Thanks to Bob Walker for this article from The Economist. Bob’s response to the article is below the link.
The airstrip at Lokichoggio, in the scorched wastes of north Kenya, was once ground zero for food aid. During Sudan’s civil war, flights from here kept millions of people alive. The warehouses are quieter now, but NGOs keep a toehold, in case war restarts—and to deal with what pundits call the “permanent emergency” of “environmentally induced” migration.
Take the local Turkana people. Their numbers have surged in recent decades, and will double again before 2040. But as the area gets hotter and drier, it has less water, grazing and firewood. The drought cycle in northern Kenya has gone from once every eight years to every three years and may contract further. That means no recovery time for the Turkana and their livestock; the result is an increasingly frantic drift from one dry place to another.
For full article, visit:
June 26, 2009 18:10
Tragically, those who have contributed the least to climate change–and who are least able to adapt to climate change–may be among those who will suffer the most.
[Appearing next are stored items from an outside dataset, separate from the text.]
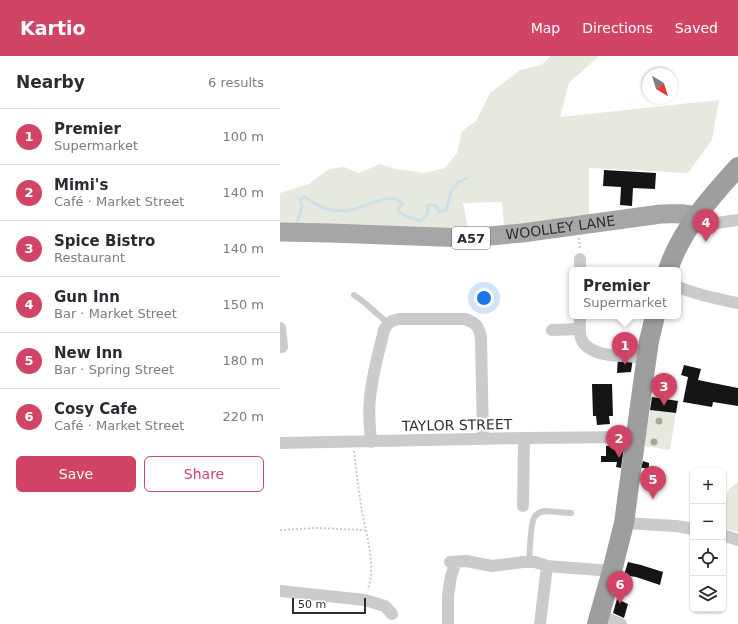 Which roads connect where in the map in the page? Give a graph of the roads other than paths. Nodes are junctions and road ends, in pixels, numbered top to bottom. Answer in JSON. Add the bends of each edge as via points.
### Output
{"nodes":[{"id":1,"x":738,"y":167,"type":"edge"},
{"id":2,"x":712,"y":197,"type":"junction"},
{"id":3,"x":657,"y":215,"type":"junction"},
{"id":4,"x":696,"y":217,"type":"junction"},
{"id":5,"x":738,"y":220,"type":"edge"},
{"id":6,"x":280,"y":232,"type":"edge"},
{"id":7,"x":679,"y":246,"type":"junction"},
{"id":8,"x":669,"y":267,"type":"edge"},
{"id":9,"x":681,"y":288,"type":"edge"},
{"id":10,"x":354,"y":295,"type":"dead end"},
{"id":11,"x":738,"y":303,"type":"edge"},
{"id":12,"x":580,"y":319,"type":"edge"},
{"id":13,"x":654,"y":319,"type":"edge"},
{"id":14,"x":388,"y":323,"type":"junction"},
{"id":15,"x":280,"y":328,"type":"edge"},
{"id":16,"x":552,"y":330,"type":"dead end"},
{"id":17,"x":580,"y":330,"type":"junction"},
{"id":18,"x":282,"y":347,"type":"dead end"},
{"id":19,"x":647,"y":357,"type":"junction"},
{"id":20,"x":636,"y":437,"type":"junction"},
{"id":21,"x":524,"y":438,"type":"junction"},
{"id":22,"x":483,"y":439,"type":"junction"},
{"id":23,"x":371,"y":442,"type":"junction"},
{"id":24,"x":280,"y":443,"type":"edge"},
{"id":25,"x":523,"y":506,"type":"dead end"},
{"id":26,"x":571,"y":513,"type":"dead end"},
{"id":27,"x":624,"y":523,"type":"junction"},
{"id":28,"x":690,"y":528,"type":"edge"},
{"id":29,"x":726,"y":536,"type":"edge"},
{"id":30,"x":738,"y":540,"type":"edge"},
{"id":31,"x":529,"y":562,"type":"junction"},
{"id":32,"x":546,"y":566,"type":"junction"},
{"id":33,"x":612,"y":570,"type":"junction"},
{"id":34,"x":280,"y":591,"type":"edge"},
{"id":35,"x":392,"y":614,"type":"dead end"},
{"id":36,"x":598,"y":620,"type":"edge"},
{"id":37,"x":448,"y":624,"type":"edge"},
{"id":38,"x":458,"y":624,"type":"edge"},
{"id":39,"x":540,"y":624,"type":"edge"},
{"id":40,"x":621,"y":624,"type":"edge"}],
"edges":[{"from":1,"to":2,"type":"highway"},
{"from":2,"to":3,"type":"main road","via":[[694,204],[678,206]]},
{"from":2,"to":4,"type":"highway"},
{"from":3,"to":4,"type":"main road","name":"WOOLLEY LANE","number":"A57","via":[[679,213]]},
{"from":3,"to":6,"type":"main road","name":"WOOLLEY LANE","number":"A57","via":[[467,238]]},
{"from":3,"to":7,"type":"main road","via":[[672,226]]},
{"from":4,"to":5,"type":"street","via":[[717,222]]},
{"from":4,"to":7,"type":"highway"},
{"from":7,"to":8,"type":"highway"},
{"from":9,"to":11,"type":"street"},
{"from":10,"to":14,"type":"lane","via":[[365,301]]},
{"from":12,"to":17,"type":"street"},
{"from":13,"to":19,"type":"highway"},
{"from":14,"to":22,"type":"street","via":[[399,319],[465,318],[480,329]]},
{"from":14,"to":23,"type":"street","via":[[384,330],[371,386]]},
{"from":15,"to":18,"type":"street"},
{"from":16,"to":17,"type":"street"},
{"from":17,"to":19,"type":"street","via":[[581,339],[589,349],[604,355]]},
{"from":19,"to":20,"type":"highway"},
{"from":20,"to":21,"type":"street","name":"TAYLOR STREET"},
{"from":20,"to":27,"type":"highway"},
{"from":21,"to":22,"type":"street","name":"TAYLOR STREET"},
{"from":21,"to":25,"type":"street"},
{"from":22,"to":23,"type":"street","name":"TAYLOR STREET"},
{"from":23,"to":24,"type":"street","name":"TAYLOR STREET"},
{"from":26,"to":31,"type":"lane","via":[[544,511],[536,515],[532,522]]},
{"from":27,"to":28,"type":"street"},
{"from":27,"to":33,"type":"highway"},
{"from":29,"to":30,"type":"street"},
{"from":31,"to":32,"type":"street"},
{"from":31,"to":37,"type":"street","via":[[492,566],[466,561],[453,562],[448,596]]},
{"from":32,"to":33,"type":"street"},
{"from":32,"to":39,"type":"street"},
{"from":33,"to":36,"type":"highway"},
{"from":34,"to":35,"type":"street","via":[[365,600],[385,606]]},
{"from":36,"to":40,"type":"street"},
{"from":37,"to":38,"type":"street"}]} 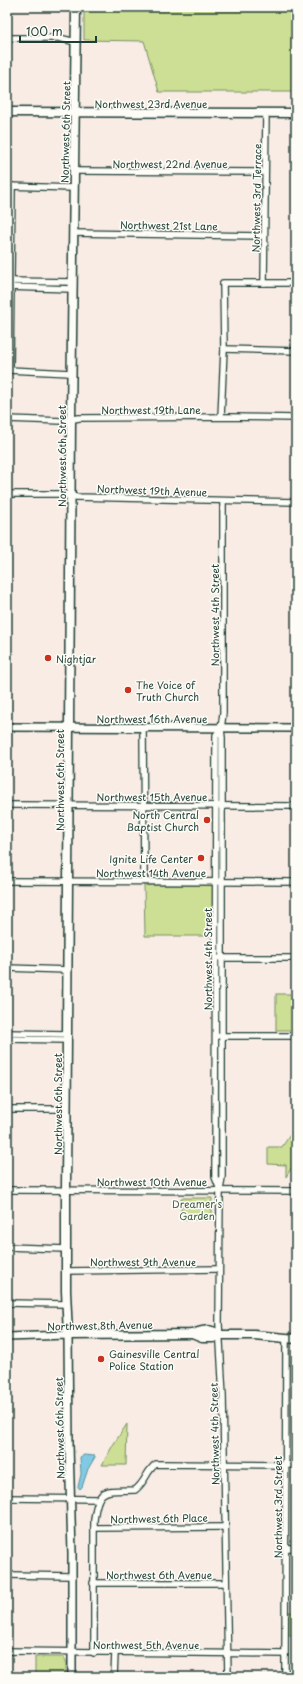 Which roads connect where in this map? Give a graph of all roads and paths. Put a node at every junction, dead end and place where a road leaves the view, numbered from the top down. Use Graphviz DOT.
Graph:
graph roads {
  1 [pos="76,7"];
  2 [pos="7,38"];
  3 [pos="76,42"];
  4 [pos="7,112"];
  5 [pos="75,112"];
  6 [pos="266,112"];
  7 [pos="296,113"];
  8 [pos="74,171"];
  9 [pos="265,172"];
  10 [pos="9,186"];
  11 [pos="74,188"];
  12 [pos="73,233"];
  13 [pos="264,236"];
  14 [pos="264,283"];
  15 [pos="296,283"];
  16 [pos="9,284"];
  17 [pos="72,285"];
  18 [pos="224,349"];
  19 [pos="296,351"];
  20 [pos="8,370"];
  21 [pos="71,373"];
  22 [pos="221,417"];
  23 [pos="7,418"];
  24 [pos="296,418"];
  25 [pos="71,419"];
  26 [pos="7,494"];
  27 [pos="70,496"];
  28 [pos="224,501"];
  29 [pos="296,502"];
  30 [pos="7,727"];
  31 [pos="69,728"];
  32 [pos="143,728"];
  33 [pos="296,728"];
  34 [pos="220,729"];
  35 [pos="7,805"];
  36 [pos="69,805"];
  37 [pos="143,806"];
  38 [pos="215,806"];
  39 [pos="223,806"];
  40 [pos="296,806"];
  41 [pos="7,881"];
  42 [pos="68,881"];
  43 [pos="144,881"];
  44 [pos="219,881"];
  45 [pos="296,882"];
  46 [pos="219,958"];
  47 [pos="296,958"];
  48 [pos="7,968"];
  49 [pos="68,970"];
  50 [pos="7,1033"];
  51 [pos="216,1036"];
  52 [pos="222,1036"];
  53 [pos="296,1036"];
  54 [pos="67,1037"];
  55 [pos="7,1039"];
  56 [pos="7,1110"];
  57 [pos="67,1110"];
  58 [pos="215,1111"];
  59 [pos="222,1111"];
  60 [pos="222,1149"];
  61 [pos="215,1151"];
  62 [pos="7,1190"];
  63 [pos="66,1190"];
  64 [pos="220,1190"];
  65 [pos="296,1192"];
  66 [pos="7,1247"];
  67 [pos="66,1249"];
  68 [pos="219,1269"];
  69 [pos="66,1271"];
  70 [pos="7,1303"];
  71 [pos="66,1304"];
  72 [pos="68,1335"];
  73 [pos="220,1335"];
  74 [pos="7,1337"];
  75 [pos="286,1337"];
  76 [pos="296,1339"];
  77 [pos="223,1464"];
  78 [pos="286,1465"];
  79 [pos="296,1465"];
  80 [pos="7,1498"];
  81 [pos="71,1498"];
  82 [pos="98,1499"];
  83 [pos="224,1527"];
  84 [pos="94,1528"];
  85 [pos="285,1548"];
  86 [pos="296,1548"];
  87 [pos="7,1575"];
  88 [pos="72,1576"];
  89 [pos="93,1583"];
  90 [pos="226,1583"];
  91 [pos="7,1651"];
  92 [pos="72,1652"];
  93 [pos="94,1653"];
  94 [pos="115,1653"];
  95 [pos="228,1654"];
  96 [pos="285,1654"];
  97 [pos="72,1677"];
  98 [pos="114,1677"];
  99 [pos="228,1677"];
  100 [pos="285,1677"];
  1 -- 3 [label="main road, Northwest 6th Street"];
  2 -- 3 [label="street"];
  3 -- 5 [label="main road, Northwest 6th Street"];
  4 -- 5 [label="main road, Northwest 23rd Avenue"];
  5 -- 6 [label="main road, Northwest 23rd Avenue"];
  5 -- 8 [label="main road, Northwest 6th Street"];
  6 -- 7 [label="main road, Northwest 23rd Avenue"];
  6 -- 9 [label="street, Northwest 3rd Terrace"];
  8 -- 9 [label="street, Northwest 22nd Avenue"];
  8 -- 11 [label="main road, Northwest 6th Street"];
  9 -- 13 [label="street, Northwest 3rd Terrace"];
  10 -- 11 [label="street"];
  10 -- 16 [label="street"];
  11 -- 12 [label="main road, Northwest 6th Street"];
  12 -- 13 [label="street, Northwest 21st Lane"];
  12 -- 17 [label="main road, Northwest 6th Street"];
  13 -- 14 [label="street, Northwest 3rd Terrace"];
  14 -- 15 [label="street"];
  14 -- 18 [label="street"];
  16 -- 17 [label="street"];
  16 -- 20 [label="street"];
  17 -- 21 [label="main road, Northwest 6th Street"];
  18 -- 19 [label="street"];
  18 -- 22 [label="street"];
  20 -- 21 [label="street"];
  21 -- 25 [label="main road, Northwest 6th Street"];
  22 -- 24 [label="street, Northwest 19th Lane"];
  22 -- 25 [label="street, Northwest 19th Lane"];
  23 -- 25 [label="street, Northwest 19th Lane"];
  25 -- 27 [label="main road, Northwest 6th Street"];
  26 -- 27 [label="street, Northwest 19th Avenue"];
  27 -- 28 [label="street, Northwest 19th Avenue"];
  27 -- 31 [label="main road, Northwest 6th Street"];
  28 -- 29 [label="street, Northwest 19th Avenue"];
  28 -- 34 [label="street, Northwest 4th Street"];
  30 -- 31 [label="street, Northwest 16th Avenue"];
  31 -- 32 [label="street, Northwest 16th Avenue"];
  31 -- 36 [label="main road, Northwest 6th Street"];
  32 -- 34 [label="street, Northwest 16th Avenue"];
  32 -- 37 [label="street"];
  33 -- 34 [label="street, Northwest 16th Avenue"];
  34 -- 38 [label="street, Northwest 4th Street"];
  34 -- 39 [label="street, Northwest 4th Street"];
  35 -- 36 [label="street, Northwest 15th Avenue"];
  36 -- 37 [label="street, Northwest 15th Avenue"];
  36 -- 42 [label="main road, Northwest 6th Street"];
  37 -- 38 [label="street, Northwest 15th Avenue"];
  37 -- 43 [label="street"];
  38 -- 39 [label="street, Northwest 15th Avenue"];
  38 -- 44 [label="street, Northwest 4th Street"];
  39 -- 40 [label="street, Northwest 15th Avenue"];
  39 -- 44 [label="street, Northwest 4th Street"];
  41 -- 42 [label="street, Northwest 14th Avenue"];
  42 -- 43 [label="street, Northwest 14th Avenue"];
  42 -- 49 [label="main road, Northwest 6th Street"];
  43 -- 44 [label="street, Northwest 14th Avenue"];
  44 -- 45 [label="street, Northwest 14th Avenue"];
  44 -- 46 [label="street, Northwest 4th Street"];
  46 -- 47 [label="street"];
  46 -- 51 [label="street, Northwest 4th Street"];
  46 -- 52 [label="street, Northwest 4th Street"];
  48 -- 49 [label="street"];
  49 -- 54 [label="main road, Northwest 6th Street"];
  50 -- 54 [label="street"];
  51 -- 52 [label="street"];
  51 -- 58 [label="street, Northwest 4th Street"];
  52 -- 53 [label="street"];
  52 -- 59 [label="street, Northwest 4th Street"];
  54 -- 55 [label="street"];
  54 -- 57 [label="main road, Northwest 6th Street"];
  56 -- 57 [label="street"];
  57 -- 63 [label="main road, Northwest 6th Street"];
  58 -- 59 [label="street"];
  58 -- 61 [label="street, Northwest 4th Street"];
  59 -- 60 [label="street, Northwest 4th Street"];
  60 -- 61 [label="street"];
  60 -- 64 [label="street, Northwest 4th Street"];
  61 -- 64 [label="street, Northwest 4th Street"];
  62 -- 63 [label="street, Northwest 10th Avenue"];
  63 -- 64 [label="street, Northwest 10th Avenue"];
  63 -- 67 [label="main road, Northwest 6th Street"];
  64 -- 65 [label="street, Northwest 10th Avenue"];
  64 -- 68 [label="street, Northwest 4th Street"];
  66 -- 67 [label="street"];
  67 -- 69 [label="main road, Northwest 6th Street"];
  68 -- 69 [label="street, Northwest 9th Avenue"];
  68 -- 73 [label="street, Northwest 4th Street"];
  69 -- 71 [label="main road, Northwest 6th Street"];
  70 -- 71 [label="street"];
  71 -- 72 [label="main road, Northwest 6th Street"];
  72 -- 73 [label="main road, Northwest 8th Avenue"];
  72 -- 74 [label="street, Northwest 8th Avenue"];
  72 -- 81 [label="street, Northwest 6th Street"];
  73 -- 75 [label="main road, Northwest 8th Avenue"];
  73 -- 77 [label="street, Northwest 4th Street"];
  75 -- 76 [label="main road, Northwest 8th Avenue"];
  75 -- 78 [label="street, Northwest 3rd Street"];
  77 -- 78 [label="street"];
  77 -- 82 [label="street"];
  77 -- 83 [label="street, Northwest 4th Street"];
  78 -- 79 [label="street"];
  78 -- 85 [label="street, Northwest 3rd Street"];
  80 -- 81 [label="street"];
  81 -- 82 [label="street"];
  81 -- 88 [label="street, Northwest 6th Street"];
  82 -- 84 [label="street"];
  83 -- 84 [label="street, Northwest 6th Place"];
  83 -- 90 [label="street, Northwest 4th Street"];
  84 -- 89 [label="street"];
  85 -- 86 [label="street"];
  85 -- 96 [label="street, Northwest 3rd Street"];
  87 -- 88 [label="street"];
  88 -- 92 [label="street, Northwest 6th Street"];
  89 -- 90 [label="street, Northwest 6th Avenue"];
  89 -- 93 [label="street"];
  90 -- 95 [label="street, Northwest 4th Street"];
  91 -- 92 [label="street, Northwest 5th Avenue"];
  92 -- 93 [label="street, Northwest 5th Avenue"];
  92 -- 97 [label="street, Northwest 6th Street"];
  93 -- 94 [label="street, Northwest 5th Avenue"];
  94 -- 95 [label="street, Northwest 5th Avenue"];
  94 -- 98 [label="street"];
  95 -- 96 [label="street, Northwest 5th Avenue"];
  95 -- 99 [label="street, Northwest 4th Street"];
  96 -- 100 [label="street, Northwest 3rd Street"];
}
While the great bulk of humanity is at risk, the poor and rapidly growing populations of sub-Saharan Africa and South Asia will likely suffer the worst effects of drought and flooding.
Leaving aside concerns about environmental refugees, it’s imperative that we help vulnerable populations adapt to climate change, but it’s also important to increase voluntary family planning assistance in those countries where the level of unmet need for family planning is still very high. Some of the poorest countries in sub-Saharan Africa and South Asia could easily double their population over the next 40 years. Some, like Niger and Uganda, could triple their population. Giving women who want to space or limit their pregnancies access to modern methods of birth control has to be part of the solution.